Your objective>
From the line that contains "Build a routing" down to the last line of the data below, restate every line word for word, skipping any images.

Information supplied>
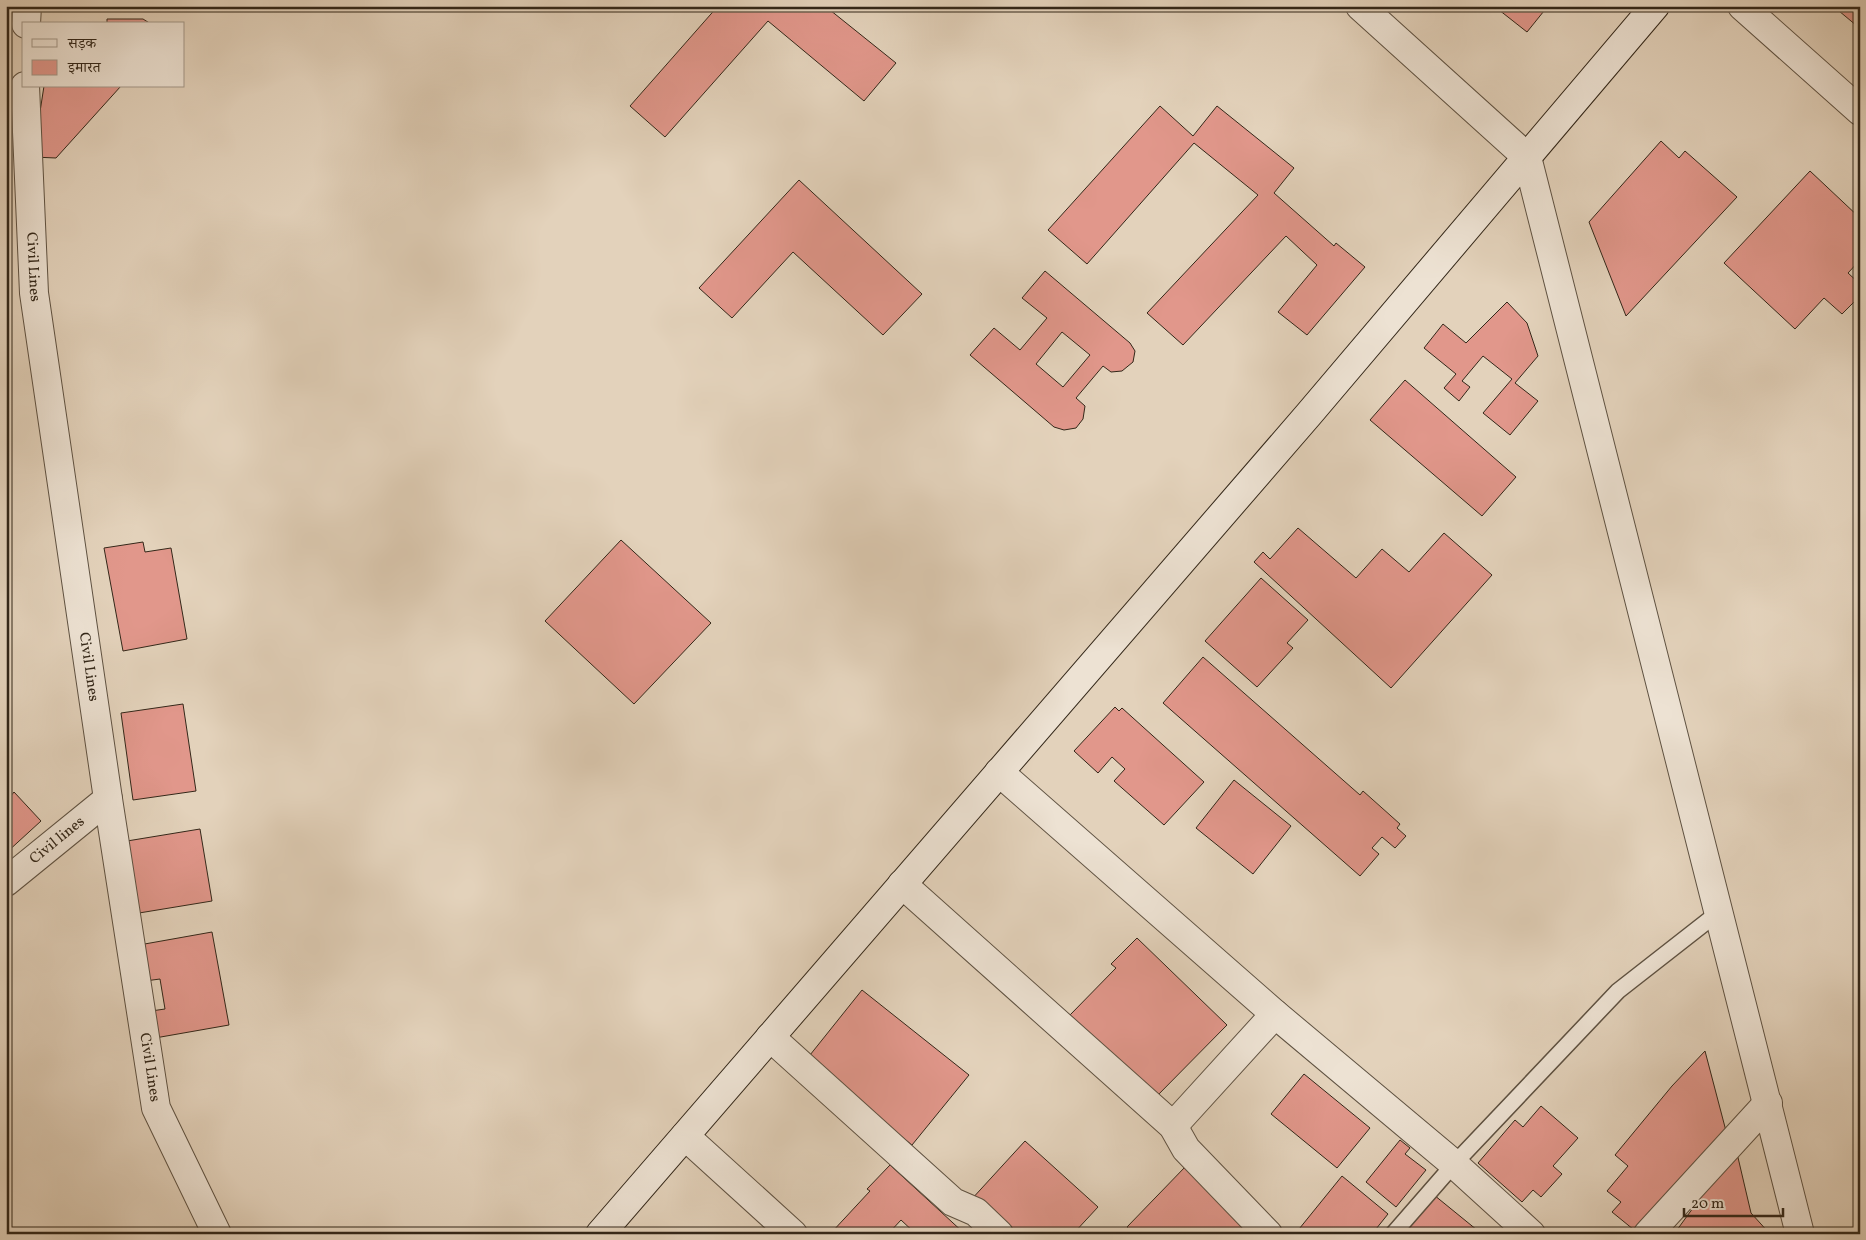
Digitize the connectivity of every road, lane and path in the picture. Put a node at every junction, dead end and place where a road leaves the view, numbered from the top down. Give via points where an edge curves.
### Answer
1 (27, 6) edge
2 (1360, 6) edge
3 (1655, 6) edge
4 (1742, 6) edge
5 (26, 22) edge
6 (25, 88) edge
7 (1860, 111) edge
8 (1527, 156) junction
9 (999, 772) junction
10 (108, 799) junction
11 (6, 882) edge
12 (902, 884) junction
13 (1719, 912) junction
14 (1276, 1014) junction
15 (770, 1037) junction
16 (1768, 1103) junction
17 (1173, 1126) junction
18 (685, 1136) junction
19 (1454, 1164) junction
20 (217, 1234) edge
21 (600, 1234) edge
22 (793, 1234) edge
23 (999, 1234) edge
24 (1268, 1234) edge
25 (1393, 1234) edge
26 (1531, 1234) edge
27 (1648, 1234) edge
28 (1800, 1234) edge

1 - 5 street
2 - 8 street
3 - 8 street
4 - 7 street
6 - 10 street, Civil Lines via 34,293
8 - 9 street
8 - 13 street
9 - 12 street
9 - 14 street
10 - 11 street, Civil lines
10 - 20 street, Civil Lines via 156,1108
12 - 15 street
12 - 17 street
13 - 16 street
13 - 19 lane via 1618,991
14 - 17 street
14 - 19 street
15 - 18 street
15 - 23 street via 953,1202 976,1212
16 - 27 street
16 - 28 street
17 - 24 street via 1186,1149
18 - 21 street
18 - 22 street
19 - 25 lane
19 - 26 street

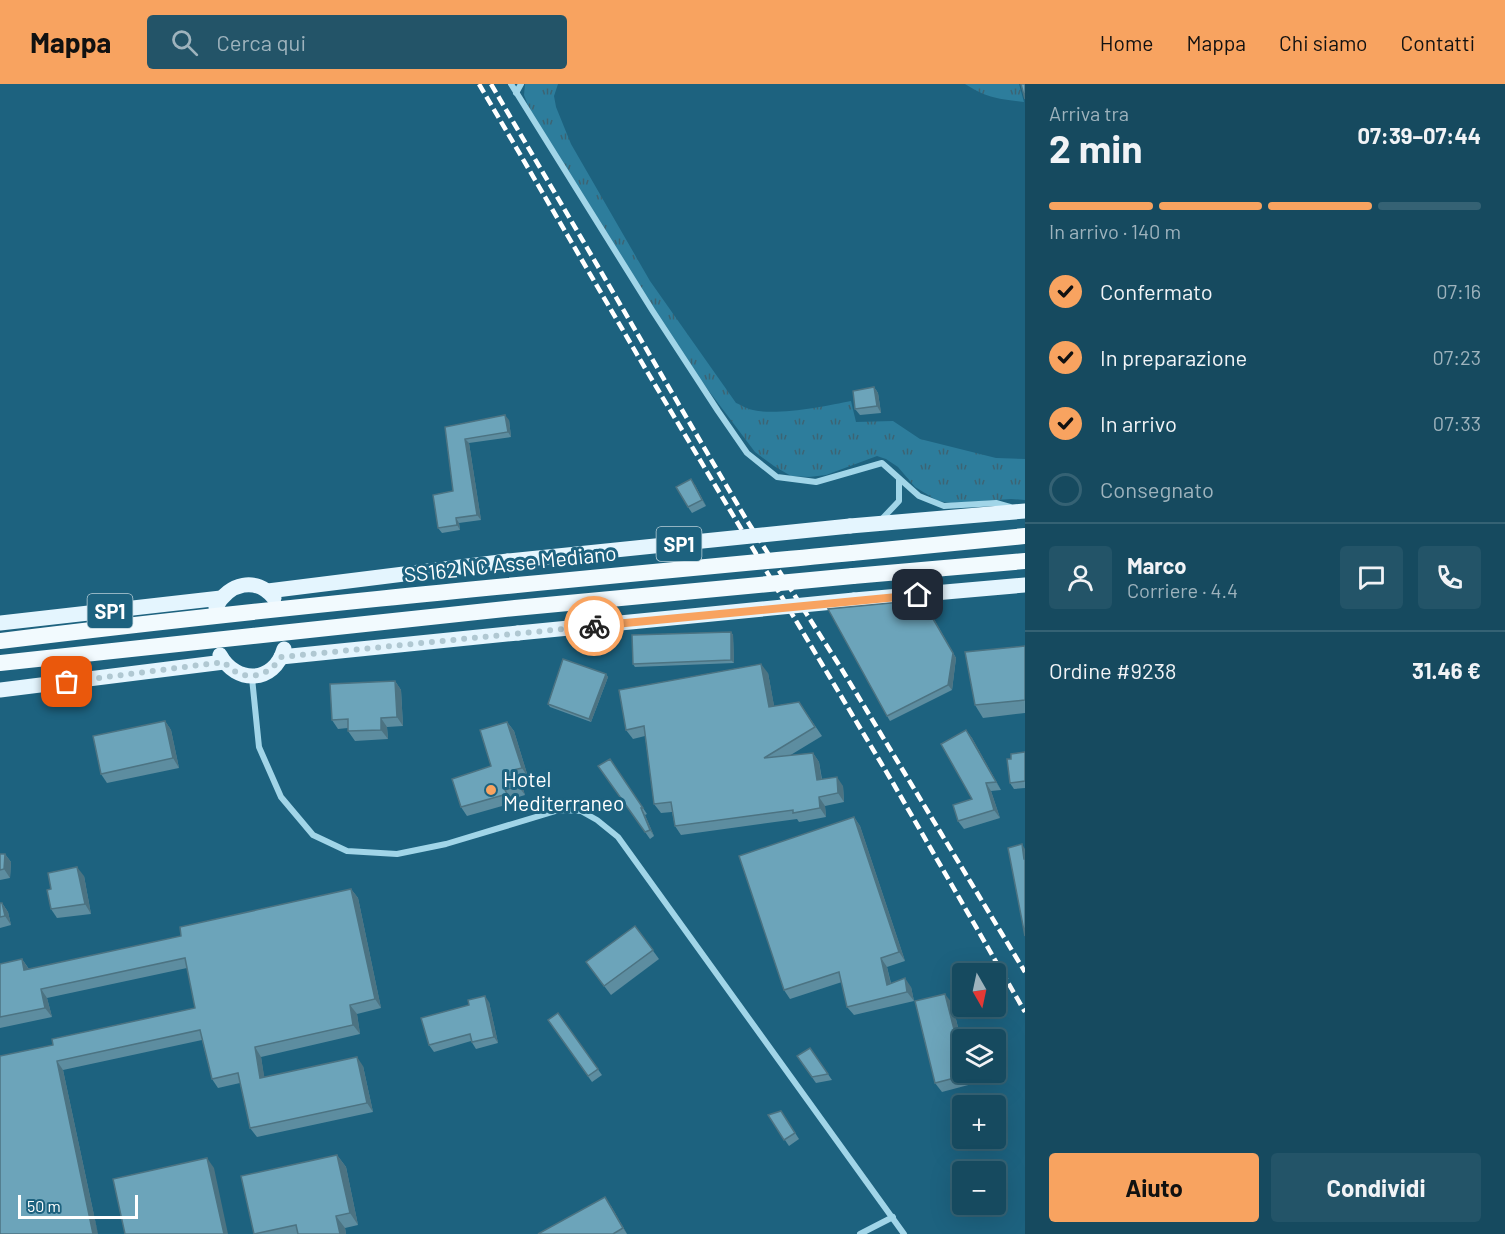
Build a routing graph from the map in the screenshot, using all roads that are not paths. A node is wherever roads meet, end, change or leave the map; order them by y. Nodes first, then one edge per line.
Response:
1 (511, 84) edge
2 (521, 84) edge
3 (516, 93) junction
4 (899, 480) junction
5 (1025, 511) edge
6 (877, 524) junction
7 (1025, 536) edge
8 (1025, 561) edge
9 (1025, 585) edge
10 (0, 623) edge
11 (0, 641) edge
12 (0, 663) edge
13 (252, 676) junction
14 (0, 690) edge
15 (893, 1217) junction
16 (860, 1234) edge
17 (904, 1234) edge

1 - 3 street
2 - 3 street
3 - 4 street
4 - 5 street
4 - 6 street
5 - 6 main road, SP1
6 - 10 main road, SP1, bridge
7 - 11 highway, SS162 NC Asse Mediano, bridge
8 - 12 highway, bridge
9 - 13 main road, bridge
13 - 14 main road
13 - 15 street
15 - 16 street
15 - 17 street

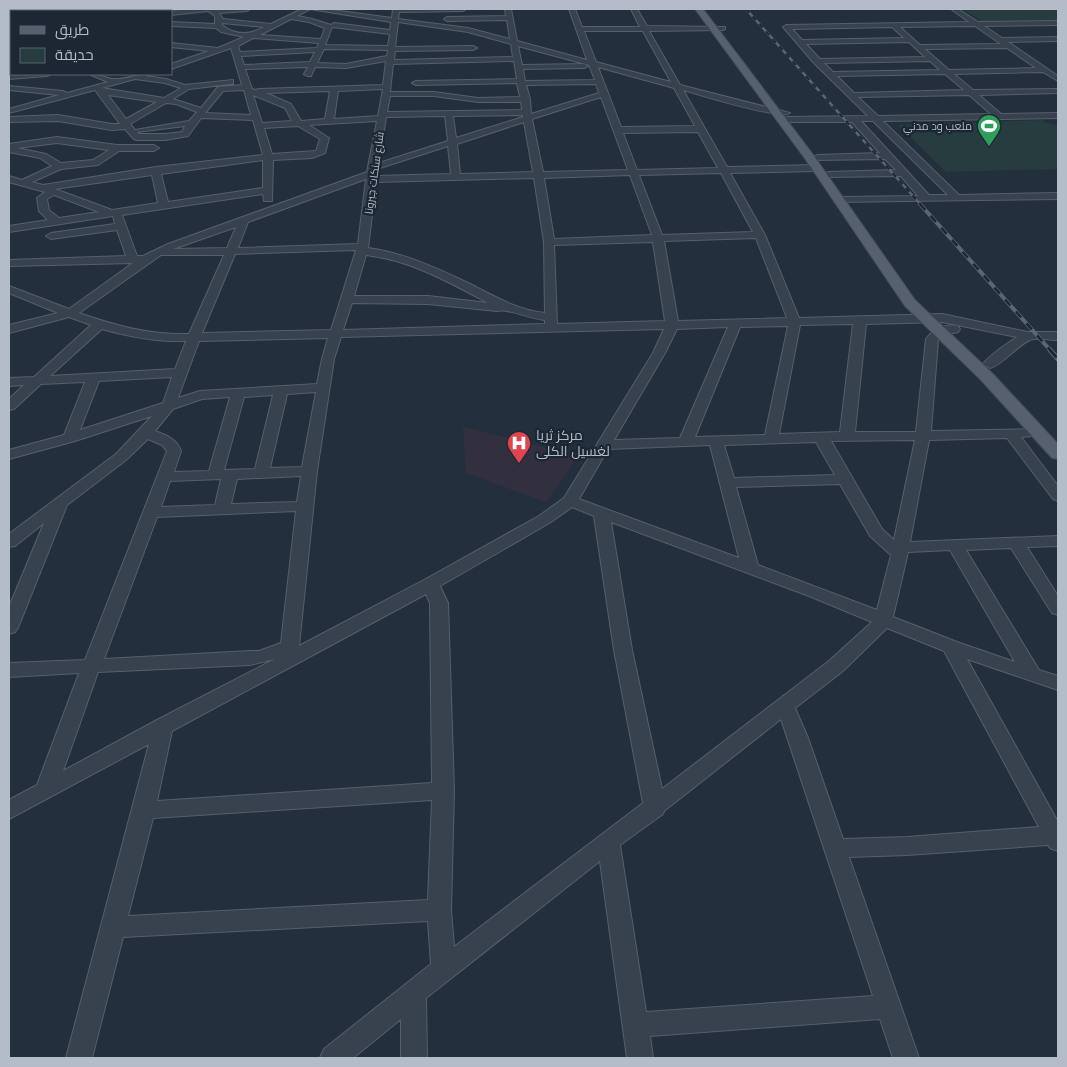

Answer below>
Build a routing graph from the map in the screenshot, using all roads that are not paths. A node is wherever roads meet, end, change or leave the map; order them by y. Nodes first, then one edge per line.
Response:
1 (511, 84) edge
2 (521, 84) edge
3 (516, 93) junction
4 (899, 480) junction
5 (1025, 511) edge
6 (877, 524) junction
7 (1025, 536) edge
8 (1025, 561) edge
9 (1025, 585) edge
10 (0, 623) edge
11 (0, 641) edge
12 (0, 663) edge
13 (252, 676) junction
14 (0, 690) edge
15 (893, 1217) junction
16 (860, 1234) edge
17 (904, 1234) edge

1 - 3 street
2 - 3 street
3 - 4 street
4 - 5 street
4 - 6 street
5 - 6 main road, SP1
6 - 10 main road, SP1, bridge
7 - 11 highway, SS162 NC Asse Mediano, bridge
8 - 12 highway, bridge
9 - 13 main road, bridge
13 - 14 main road
13 - 15 street
15 - 16 street
15 - 17 street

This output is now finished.